I'm up late packing for the move. More like procrastinating packing for the move, but I can't resist one more blog post, especially when it concerns this great letter to the editor in today's Washington Post concerning Newt Gingrich's recent tirade about 'radical secularists'. Why is this man even given a voice by the media? Doesn't it just make you queasy to see Hillary Clinton palling around with the guy? Anyway, it really is a nicely crafted letter and really short to boot so I'm just going to disregard copyright infringement for the nonce and hope neither Bernard Singer or WaPo minds:
Former House speaker Newt Gingrich, speaking at the commencement ceremony at Liberty University, decried a "growing culture of radical secularism". He went on to say "in hostility to American history, the radical secularists insist that religious belief is inherently divisive."

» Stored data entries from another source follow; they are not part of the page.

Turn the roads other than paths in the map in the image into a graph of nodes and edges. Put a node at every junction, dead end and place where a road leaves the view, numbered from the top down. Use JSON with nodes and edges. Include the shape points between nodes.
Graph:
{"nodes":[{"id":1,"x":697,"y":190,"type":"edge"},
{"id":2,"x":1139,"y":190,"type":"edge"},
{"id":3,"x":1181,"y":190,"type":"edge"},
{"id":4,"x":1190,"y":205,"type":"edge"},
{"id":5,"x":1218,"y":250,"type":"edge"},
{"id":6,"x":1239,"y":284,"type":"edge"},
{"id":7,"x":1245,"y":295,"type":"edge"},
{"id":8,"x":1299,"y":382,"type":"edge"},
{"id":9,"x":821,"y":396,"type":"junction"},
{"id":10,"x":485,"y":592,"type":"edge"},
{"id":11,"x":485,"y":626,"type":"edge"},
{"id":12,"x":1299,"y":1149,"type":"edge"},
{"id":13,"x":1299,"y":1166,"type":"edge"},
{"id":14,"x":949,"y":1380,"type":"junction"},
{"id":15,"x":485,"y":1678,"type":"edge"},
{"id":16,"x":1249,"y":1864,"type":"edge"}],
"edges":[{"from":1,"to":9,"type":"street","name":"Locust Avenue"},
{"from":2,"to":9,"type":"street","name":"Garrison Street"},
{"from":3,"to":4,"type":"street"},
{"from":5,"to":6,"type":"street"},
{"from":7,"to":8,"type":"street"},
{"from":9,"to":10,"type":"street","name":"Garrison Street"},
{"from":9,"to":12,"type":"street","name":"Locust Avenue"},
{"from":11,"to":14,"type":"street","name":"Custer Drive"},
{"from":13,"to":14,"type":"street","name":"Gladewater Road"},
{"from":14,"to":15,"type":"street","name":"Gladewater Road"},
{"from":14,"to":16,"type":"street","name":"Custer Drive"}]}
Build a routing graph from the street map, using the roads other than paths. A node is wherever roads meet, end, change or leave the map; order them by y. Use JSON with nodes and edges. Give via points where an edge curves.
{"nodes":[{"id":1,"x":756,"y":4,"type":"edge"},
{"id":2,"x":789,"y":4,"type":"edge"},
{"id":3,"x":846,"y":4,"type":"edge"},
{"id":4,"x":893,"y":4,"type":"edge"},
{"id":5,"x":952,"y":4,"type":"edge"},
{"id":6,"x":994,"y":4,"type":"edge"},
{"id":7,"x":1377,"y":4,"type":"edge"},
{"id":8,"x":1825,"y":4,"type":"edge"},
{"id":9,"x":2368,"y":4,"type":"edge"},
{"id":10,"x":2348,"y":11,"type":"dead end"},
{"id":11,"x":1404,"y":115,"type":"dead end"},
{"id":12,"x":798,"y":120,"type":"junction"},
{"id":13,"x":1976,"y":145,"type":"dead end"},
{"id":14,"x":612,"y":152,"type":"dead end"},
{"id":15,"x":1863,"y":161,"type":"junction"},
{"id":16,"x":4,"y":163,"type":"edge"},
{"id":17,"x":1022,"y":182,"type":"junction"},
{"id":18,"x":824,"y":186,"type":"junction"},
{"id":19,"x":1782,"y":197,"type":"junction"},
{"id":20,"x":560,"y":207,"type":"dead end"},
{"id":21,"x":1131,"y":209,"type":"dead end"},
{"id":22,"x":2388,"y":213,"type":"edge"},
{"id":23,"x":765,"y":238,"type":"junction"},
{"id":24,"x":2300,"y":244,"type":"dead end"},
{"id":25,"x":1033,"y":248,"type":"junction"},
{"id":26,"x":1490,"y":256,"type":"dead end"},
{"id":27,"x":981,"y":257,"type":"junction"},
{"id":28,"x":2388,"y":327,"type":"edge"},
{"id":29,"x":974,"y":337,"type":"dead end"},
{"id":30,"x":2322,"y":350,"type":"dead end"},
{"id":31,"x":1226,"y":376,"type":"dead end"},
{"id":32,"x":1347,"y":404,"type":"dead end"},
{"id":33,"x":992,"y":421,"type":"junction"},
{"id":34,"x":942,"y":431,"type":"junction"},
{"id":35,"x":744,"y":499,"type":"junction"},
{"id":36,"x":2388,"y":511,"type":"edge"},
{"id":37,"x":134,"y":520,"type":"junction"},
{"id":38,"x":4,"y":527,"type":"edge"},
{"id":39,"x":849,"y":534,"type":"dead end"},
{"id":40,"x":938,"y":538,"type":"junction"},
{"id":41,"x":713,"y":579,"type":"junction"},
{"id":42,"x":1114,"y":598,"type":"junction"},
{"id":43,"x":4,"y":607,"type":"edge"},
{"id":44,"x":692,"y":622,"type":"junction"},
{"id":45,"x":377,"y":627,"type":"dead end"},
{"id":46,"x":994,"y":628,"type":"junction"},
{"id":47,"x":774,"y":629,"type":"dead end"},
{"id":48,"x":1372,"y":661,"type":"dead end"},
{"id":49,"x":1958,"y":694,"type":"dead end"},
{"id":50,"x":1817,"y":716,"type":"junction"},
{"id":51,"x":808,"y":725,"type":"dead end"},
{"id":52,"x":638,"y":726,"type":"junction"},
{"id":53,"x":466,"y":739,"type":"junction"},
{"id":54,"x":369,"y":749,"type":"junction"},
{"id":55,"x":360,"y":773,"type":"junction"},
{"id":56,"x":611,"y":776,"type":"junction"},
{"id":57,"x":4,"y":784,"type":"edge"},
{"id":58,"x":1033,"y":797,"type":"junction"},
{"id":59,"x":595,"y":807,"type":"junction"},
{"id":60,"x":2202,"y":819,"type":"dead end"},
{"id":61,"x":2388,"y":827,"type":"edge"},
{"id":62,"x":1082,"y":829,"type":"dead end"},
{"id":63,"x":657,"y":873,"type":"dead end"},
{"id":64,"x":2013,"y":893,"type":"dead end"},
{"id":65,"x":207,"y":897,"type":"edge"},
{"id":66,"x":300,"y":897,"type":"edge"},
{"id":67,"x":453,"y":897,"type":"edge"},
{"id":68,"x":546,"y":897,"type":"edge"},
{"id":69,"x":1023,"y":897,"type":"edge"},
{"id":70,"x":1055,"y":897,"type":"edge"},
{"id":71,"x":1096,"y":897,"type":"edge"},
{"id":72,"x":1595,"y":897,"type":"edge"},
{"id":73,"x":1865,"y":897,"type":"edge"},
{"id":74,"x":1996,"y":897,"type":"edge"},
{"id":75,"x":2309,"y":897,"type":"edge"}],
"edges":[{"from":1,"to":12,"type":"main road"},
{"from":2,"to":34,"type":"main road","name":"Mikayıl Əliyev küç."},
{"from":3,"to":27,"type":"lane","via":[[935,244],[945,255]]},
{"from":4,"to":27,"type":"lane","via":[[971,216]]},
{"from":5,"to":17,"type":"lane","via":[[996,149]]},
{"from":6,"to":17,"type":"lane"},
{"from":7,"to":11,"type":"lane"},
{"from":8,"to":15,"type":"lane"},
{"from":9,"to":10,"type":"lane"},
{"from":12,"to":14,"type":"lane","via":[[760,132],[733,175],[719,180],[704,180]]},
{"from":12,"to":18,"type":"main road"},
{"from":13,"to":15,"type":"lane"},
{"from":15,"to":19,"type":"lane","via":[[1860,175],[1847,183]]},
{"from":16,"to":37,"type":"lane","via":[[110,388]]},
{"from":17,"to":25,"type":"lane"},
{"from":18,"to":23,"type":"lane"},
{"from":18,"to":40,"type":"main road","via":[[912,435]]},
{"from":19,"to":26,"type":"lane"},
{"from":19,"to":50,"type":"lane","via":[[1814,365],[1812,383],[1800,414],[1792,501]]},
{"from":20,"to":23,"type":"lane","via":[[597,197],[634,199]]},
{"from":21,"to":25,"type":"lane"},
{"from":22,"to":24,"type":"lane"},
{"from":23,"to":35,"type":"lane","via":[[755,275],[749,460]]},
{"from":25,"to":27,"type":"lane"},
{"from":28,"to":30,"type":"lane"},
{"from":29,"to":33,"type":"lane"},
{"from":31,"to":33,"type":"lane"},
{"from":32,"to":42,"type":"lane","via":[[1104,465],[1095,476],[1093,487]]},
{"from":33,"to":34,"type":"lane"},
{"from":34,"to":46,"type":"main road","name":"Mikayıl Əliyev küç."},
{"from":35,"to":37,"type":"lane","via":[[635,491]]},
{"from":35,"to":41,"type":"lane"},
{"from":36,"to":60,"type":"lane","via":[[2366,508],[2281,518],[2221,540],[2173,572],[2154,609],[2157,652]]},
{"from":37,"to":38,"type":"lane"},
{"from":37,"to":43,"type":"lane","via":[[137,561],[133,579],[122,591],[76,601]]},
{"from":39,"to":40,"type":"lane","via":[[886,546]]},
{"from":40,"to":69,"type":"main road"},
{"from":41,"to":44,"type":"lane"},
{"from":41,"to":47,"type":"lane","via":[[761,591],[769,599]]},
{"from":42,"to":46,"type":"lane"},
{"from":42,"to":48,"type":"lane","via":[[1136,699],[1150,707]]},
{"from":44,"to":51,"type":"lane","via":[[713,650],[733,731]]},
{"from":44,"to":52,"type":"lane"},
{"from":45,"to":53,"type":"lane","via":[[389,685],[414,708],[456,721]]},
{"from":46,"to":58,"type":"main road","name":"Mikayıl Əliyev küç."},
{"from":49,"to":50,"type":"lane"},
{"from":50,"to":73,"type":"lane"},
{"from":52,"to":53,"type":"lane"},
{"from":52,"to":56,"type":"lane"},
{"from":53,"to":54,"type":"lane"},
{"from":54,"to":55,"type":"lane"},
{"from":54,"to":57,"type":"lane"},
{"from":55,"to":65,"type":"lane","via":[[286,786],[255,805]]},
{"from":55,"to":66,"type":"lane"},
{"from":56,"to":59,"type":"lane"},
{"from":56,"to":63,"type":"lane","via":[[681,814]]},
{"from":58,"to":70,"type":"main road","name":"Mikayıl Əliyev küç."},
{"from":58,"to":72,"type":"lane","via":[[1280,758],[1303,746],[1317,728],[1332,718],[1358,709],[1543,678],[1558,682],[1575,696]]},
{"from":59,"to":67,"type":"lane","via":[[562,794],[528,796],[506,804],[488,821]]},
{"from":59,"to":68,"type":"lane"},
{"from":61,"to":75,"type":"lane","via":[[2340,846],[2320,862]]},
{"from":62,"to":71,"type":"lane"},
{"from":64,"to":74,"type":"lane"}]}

Of course it is. As a history professor, Mr. Gingrich should know that because of the divisiveness of religious beliefs, even the word "God" was intentionally left out of the preamble and the Constitution. The Founding Fathers also saw fit to say, in the First Amendment, "Congress shall make no law respecting an establishment of religion, or prohibiting the free exercise thereof," thus establishing a firewall between church and state.
Hail the Founding Fathers, the first "radical secularists."
BERNARD SINGER
Springfield
Simply brilliant! Who says liberals aren't good at framing? Oh sure, I don't know that Mr. Singer is a liberal but I like to think secularlism is a particularly liberal idea. At least Gingrich has shown that it's not a particularly conservative one.